It wasn't a matter of the switch moving to the off position... it didn't. What appeared to be happening is the guide rod laser was slipping out of position on the barrel, and thus losing it's electrical connection. The unit seems to use the barrel as part of the circuit to activate.
When the unit deactivated itself, the take down lever slash laser activation switch felt different in operation. Clearly it wasn't fully engaged with the laser unit, and felt rather looser than normal. Returning to castle Carteach0, the original Glock guide rod assembly was reinstalled. While doing so, both units were compared side to side, and the Lasermax unit is clearly shorter. This might account for it's slipping out of position with the barrel.
No matter the reason, a sighting laser that shuts down randomly is not something I have much use for, so.....
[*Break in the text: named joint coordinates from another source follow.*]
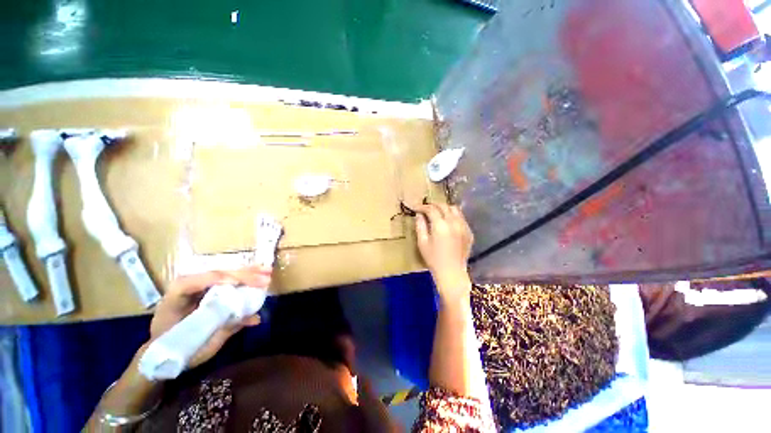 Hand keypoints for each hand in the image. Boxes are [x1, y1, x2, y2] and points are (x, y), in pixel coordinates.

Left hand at [149, 266, 270, 368]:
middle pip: (217, 274)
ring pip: (226, 275)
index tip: (240, 284)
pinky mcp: (210, 292)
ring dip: (248, 273)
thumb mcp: (196, 344)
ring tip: (268, 272)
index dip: (218, 280)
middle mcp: (189, 287)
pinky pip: (229, 283)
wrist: (162, 352)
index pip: (195, 282)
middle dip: (243, 274)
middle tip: (266, 276)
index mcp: (175, 297)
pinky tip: (260, 280)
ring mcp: (201, 288)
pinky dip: (246, 281)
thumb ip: (223, 329)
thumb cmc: (175, 349)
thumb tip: (253, 317)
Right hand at [415, 203, 473, 302]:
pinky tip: (448, 223)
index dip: (422, 207)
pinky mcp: (469, 232)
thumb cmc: (433, 259)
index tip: (416, 208)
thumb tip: (419, 215)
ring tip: (437, 213)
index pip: (431, 209)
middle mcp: (454, 222)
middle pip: (443, 205)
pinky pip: (461, 218)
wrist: (452, 273)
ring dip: (444, 208)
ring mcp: (463, 226)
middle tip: (425, 209)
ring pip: (454, 209)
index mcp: (440, 225)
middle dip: (433, 205)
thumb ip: (420, 226)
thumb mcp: (422, 243)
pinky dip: (453, 216)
Bob at Lasermax was called. We discussed the problems, and he agreed the unit should be looked at. A service number was generated, and the unit boxed up for shipping.
A week passed.... and then much of another. A call made to Bob, who related the springs in the unit had been replaced, and it was in the queue for live fire testing at their range.
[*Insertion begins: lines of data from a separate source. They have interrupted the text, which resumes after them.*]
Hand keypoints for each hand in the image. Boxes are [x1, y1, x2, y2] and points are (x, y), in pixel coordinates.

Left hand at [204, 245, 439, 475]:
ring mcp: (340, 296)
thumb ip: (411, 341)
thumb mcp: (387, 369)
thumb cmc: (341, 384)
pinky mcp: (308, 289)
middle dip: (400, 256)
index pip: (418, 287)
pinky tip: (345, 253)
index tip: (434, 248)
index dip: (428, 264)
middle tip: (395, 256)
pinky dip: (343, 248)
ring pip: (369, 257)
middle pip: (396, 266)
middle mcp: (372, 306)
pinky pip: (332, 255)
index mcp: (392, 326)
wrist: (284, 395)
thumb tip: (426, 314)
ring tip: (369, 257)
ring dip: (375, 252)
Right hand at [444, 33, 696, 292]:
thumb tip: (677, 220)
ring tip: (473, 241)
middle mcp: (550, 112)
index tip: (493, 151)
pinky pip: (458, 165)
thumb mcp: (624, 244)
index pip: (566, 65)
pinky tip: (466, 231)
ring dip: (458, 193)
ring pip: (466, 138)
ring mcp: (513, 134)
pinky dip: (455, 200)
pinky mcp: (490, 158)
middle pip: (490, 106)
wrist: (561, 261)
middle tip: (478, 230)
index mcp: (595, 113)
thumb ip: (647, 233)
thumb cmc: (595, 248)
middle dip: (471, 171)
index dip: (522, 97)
A day or so later, and this time the call is from Lasermax.... and here is where their customer service goes over the line. Over.... to the good side. Bob just wanted to let me know their repair took a little longer than normal, as their test pistol on this model laser is a Glock 30. My pistol is the short frame version of that, a G-30 SF.... and lasermax wanted to be sure it would work well in mine. So.... they went out and bought a G-30SF to test my laser unit in. That my friends, is above and beyond, and exceptional devotion to customer satisfaction.
The theory was the inner recoil spring was binding slightly, and this may have allowed the laser unit to fall out of contact. Lasermax's answer was to replace every spring in the unit. All in all a minor error in dimensions, but enough to stop reliable function.
The way I see it... anything mechanical can have problems. If not at once, then in the future. To demand perfection is acceptable, within reason. For those times when mechanical nirvana is not in reach, a manufacturers customer service often takes over. Understanding that things with parts sometimes get kerfloozled, it's the customer service that makes or breaks the experience. In my case with Lasermax, their customer service reached a level I have seldom seen.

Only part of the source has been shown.